An element contains only one type of atom. There are 92 naturally occurring atoms/elements, known at this time, and at least another 14 man-made elements. All matter in the universe is made from these elements, individually, or more often, in various combinations. Examples of elements include oxygen, hydrogen, carbon, copper, and silver.

A compound contains atoms of more than one element. The atoms have combined to form molecules, and the resulting compound usually has very different properties than the original elements. Water, for example, is a liquid (at room temperature), but is composed of hydrogen and oxygen, which are both gases. Another example is sugar which consists of the elements carbon, hydrogen, and oxygen.

Atoms and Molecules

An atom is the smallest unit into which an element can be broken and still possess the properties of that element. Atoms are assigned letter symbols such as H (hydrogen), O (oxygen), and C (carbon).

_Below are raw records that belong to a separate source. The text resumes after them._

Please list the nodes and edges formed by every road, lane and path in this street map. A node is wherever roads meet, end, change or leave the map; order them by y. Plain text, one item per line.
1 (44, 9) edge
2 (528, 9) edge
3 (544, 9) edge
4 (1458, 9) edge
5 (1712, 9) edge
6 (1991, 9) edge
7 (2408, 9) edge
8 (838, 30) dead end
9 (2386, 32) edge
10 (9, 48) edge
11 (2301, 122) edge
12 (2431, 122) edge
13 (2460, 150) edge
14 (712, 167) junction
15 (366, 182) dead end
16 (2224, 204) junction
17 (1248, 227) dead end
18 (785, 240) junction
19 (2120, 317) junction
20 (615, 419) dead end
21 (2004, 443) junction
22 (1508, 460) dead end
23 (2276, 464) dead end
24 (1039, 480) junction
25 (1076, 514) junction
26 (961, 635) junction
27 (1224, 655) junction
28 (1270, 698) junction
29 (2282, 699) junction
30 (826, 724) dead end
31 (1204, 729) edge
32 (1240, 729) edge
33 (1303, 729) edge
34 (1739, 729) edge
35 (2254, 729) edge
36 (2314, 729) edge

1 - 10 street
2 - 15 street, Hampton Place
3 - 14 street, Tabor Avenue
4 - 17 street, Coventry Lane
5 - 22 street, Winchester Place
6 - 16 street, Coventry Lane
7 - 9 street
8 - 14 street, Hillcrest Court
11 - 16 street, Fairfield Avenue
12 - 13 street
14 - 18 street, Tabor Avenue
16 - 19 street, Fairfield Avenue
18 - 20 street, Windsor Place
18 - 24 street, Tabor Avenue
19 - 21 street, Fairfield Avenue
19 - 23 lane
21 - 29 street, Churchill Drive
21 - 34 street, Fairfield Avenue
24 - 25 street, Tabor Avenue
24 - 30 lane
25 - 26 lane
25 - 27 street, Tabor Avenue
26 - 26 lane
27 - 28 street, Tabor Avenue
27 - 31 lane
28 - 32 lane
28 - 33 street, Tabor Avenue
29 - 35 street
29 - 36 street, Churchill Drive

A molecule is the smallest unit into which a substance can be broken and still possess the properties of that substance. Molecules are given chemical descriptions that indicate the number and type of atom they contain. For example, water is called H₂O because each water molecule contains 2 hydrogen and 1 oxygen atoms. Household sugar is C₁₂H₂₂O₁₁ and contains 12 carbon, 22 hydrogen, and 11 oxygen atoms. Removing or adding even one atom, of any type, would change the nature of the molecule.

An individual atom can never be anything but an element, but molecules are found in both elements and compounds. In an element, there is only one type of atom, but they often combine with each other to form molecules. In a compound the molecules contain atoms from at least two different elements.

Protons and Electrons

Note: The following description is based on a simplified model of the atom. It is crude and incomplete, but adequate for our purposes.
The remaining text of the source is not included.